*** Opening MATERIAL PROVIDED ***

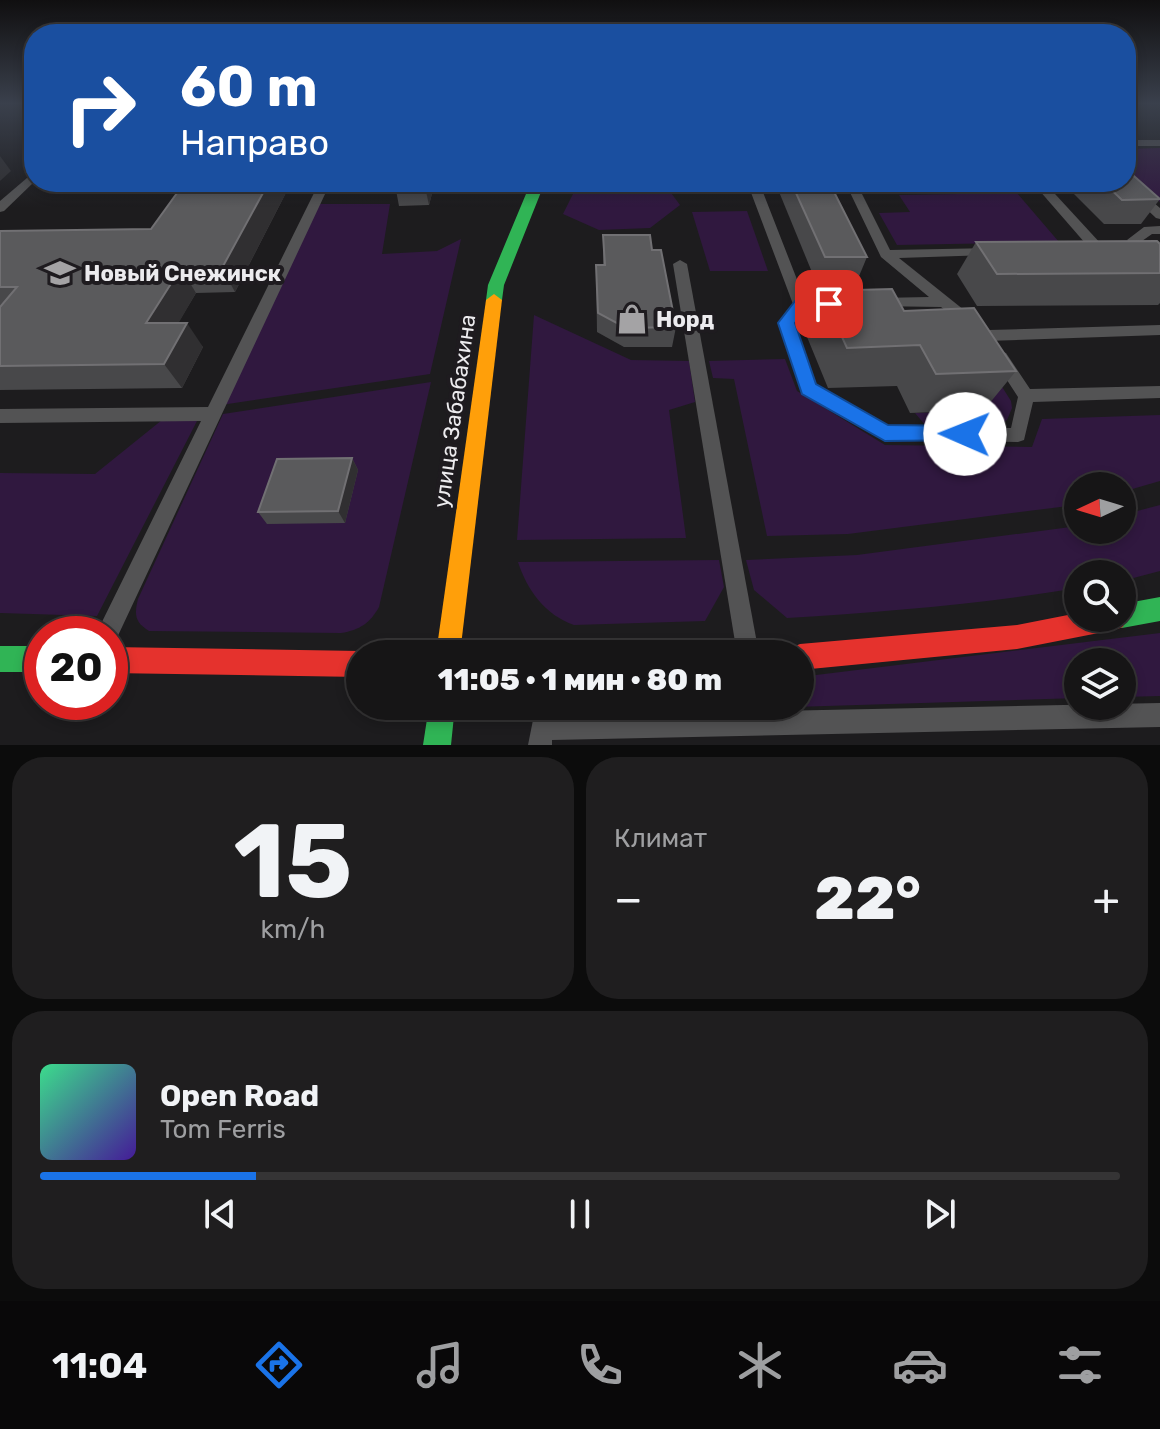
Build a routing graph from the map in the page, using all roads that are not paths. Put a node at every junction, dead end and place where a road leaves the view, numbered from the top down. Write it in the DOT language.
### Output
graph roads {
  1 [pos="1136,143"];
  2 [pos="1160,143"];
  3 [pos="24,185"];
  4 [pos="320,192"];
  5 [pos="534,192"];
  6 [pos="757,192"];
  7 [pos="855,192"];
  8 [pos="1049,192"];
  9 [pos="1136,192"];
  10 [pos="0,208"];
  11 [pos="1160,215"];
  12 [pos="1160,230"];
  13 [pos="1109,245"];
  14 [pos="1007,250"];
  15 [pos="886,254"];
  16 [pos="680,264"];
  17 [pos="1160,266"];
  18 [pos="944,302"];
  19 [pos="800,305"];
  20 [pos="1160,330"];
  21 [pos="986,336"];
  22 [pos="1160,392"];
  23 [pos="1026,396"];
  24 [pos="213,414"];
  25 [pos="0,416"];
  26 [pos="1160,609"];
  27 [pos="1136,613"];
  28 [pos="116,616"];
  29 [pos="1064,628"];
  30 [pos="450,640"];
  31 [pos="746,640"];
  32 [pos="814,656"];
  33 [pos="0,659"];
  34 [pos="24,659"];
  35 [pos="128,660"];
  36 [pos="346,664"];
  37 [pos="1160,715"];
  38 [pos="440,720"];
  39 [pos="437,745"];
  40 [pos="540,745"];
  1 -- 2 [label="lane"];
  3 -- 10 [label="lane"];
  4 -- 24 [label="lane"];
  5 -- 30 [label="street, улица Забабахина"];
  6 -- 19 [label="lane"];
  7 -- 15 [label="lane"];
  8 -- 13 [label="lane"];
  9 -- 11 [label="lane"];
  12 -- 13 [label="lane"];
  13 -- 17 [label="lane"];
  14 -- 15 [label="lane"];
  15 -- 18 [label="lane"];
  16 -- 31 [label="lane"];
  18 -- 19 [label="lane"];
  18 -- 21 [label="lane"];
  19 -- 23 [label="lane"];
  20 -- 21 [label="lane"];
  21 -- 23 [label="lane"];
  22 -- 23 [label="lane"];
  24 -- 25 [label="lane"];
  24 -- 28 [label="lane"];
  26 -- 27 [label="street"];
  29 -- 32 [label="street"];
  33 -- 34 [label="street"];
  35 -- 36 [label="street"];
  37 -- 40 [label="lane"];
  38 -- 39 [label="street"];
}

*** Closing MATERIAL PROVIDED ***

[PROBLEM DETAILS]
Set down all the entries exactly as they appear, but skip any pictures.

[RESPONSE TO THE EXERCISE]
Build a routing graph from the map in the page, using all roads that are not paths. Put a node at every junction, dead end and place where a road leaves the view, numbered from the top down. Write it in the DOT language.
### Output
graph roads {
  1 [pos="1136,143"];
  2 [pos="1160,143"];
  3 [pos="24,185"];
  4 [pos="320,192"];
  5 [pos="534,192"];
  6 [pos="757,192"];
  7 [pos="855,192"];
  8 [pos="1049,192"];
  9 [pos="1136,192"];
  10 [pos="0,208"];
  11 [pos="1160,215"];
  12 [pos="1160,230"];
  13 [pos="1109,245"];
  14 [pos="1007,250"];
  15 [pos="886,254"];
  16 [pos="680,264"];
  17 [pos="1160,266"];
  18 [pos="944,302"];
  19 [pos="800,305"];
  20 [pos="1160,330"];
  21 [pos="986,336"];
  22 [pos="1160,392"];
  23 [pos="1026,396"];
  24 [pos="213,414"];
  25 [pos="0,416"];
  26 [pos="1160,609"];
  27 [pos="1136,613"];
  28 [pos="116,616"];
  29 [pos="1064,628"];
  30 [pos="450,640"];
  31 [pos="746,640"];
  32 [pos="814,656"];
  33 [pos="0,659"];
  34 [pos="24,659"];
  35 [pos="128,660"];
  36 [pos="346,664"];
  37 [pos="1160,715"];
  38 [pos="440,720"];
  39 [pos="437,745"];
  40 [pos="540,745"];
  1 -- 2 [label="lane"];
  3 -- 10 [label="lane"];
  4 -- 24 [label="lane"];
  5 -- 30 [label="street, улица Забабахина"];
  6 -- 19 [label="lane"];
  7 -- 15 [label="lane"];
  8 -- 13 [label="lane"];
  9 -- 11 [label="lane"];
  12 -- 13 [label="lane"];
  13 -- 17 [label="lane"];
  14 -- 15 [label="lane"];
  15 -- 18 [label="lane"];
  16 -- 31 [label="lane"];
  18 -- 19 [label="lane"];
  18 -- 21 [label="lane"];
  19 -- 23 [label="lane"];
  20 -- 21 [label="lane"];
  21 -- 23 [label="lane"];
  22 -- 23 [label="lane"];
  24 -- 25 [label="lane"];
  24 -- 28 [label="lane"];
  26 -- 27 [label="street"];
  29 -- 32 [label="street"];
  33 -- 34 [label="street"];
  35 -- 36 [label="street"];
  37 -- 40 [label="lane"];
  38 -- 39 [label="street"];
}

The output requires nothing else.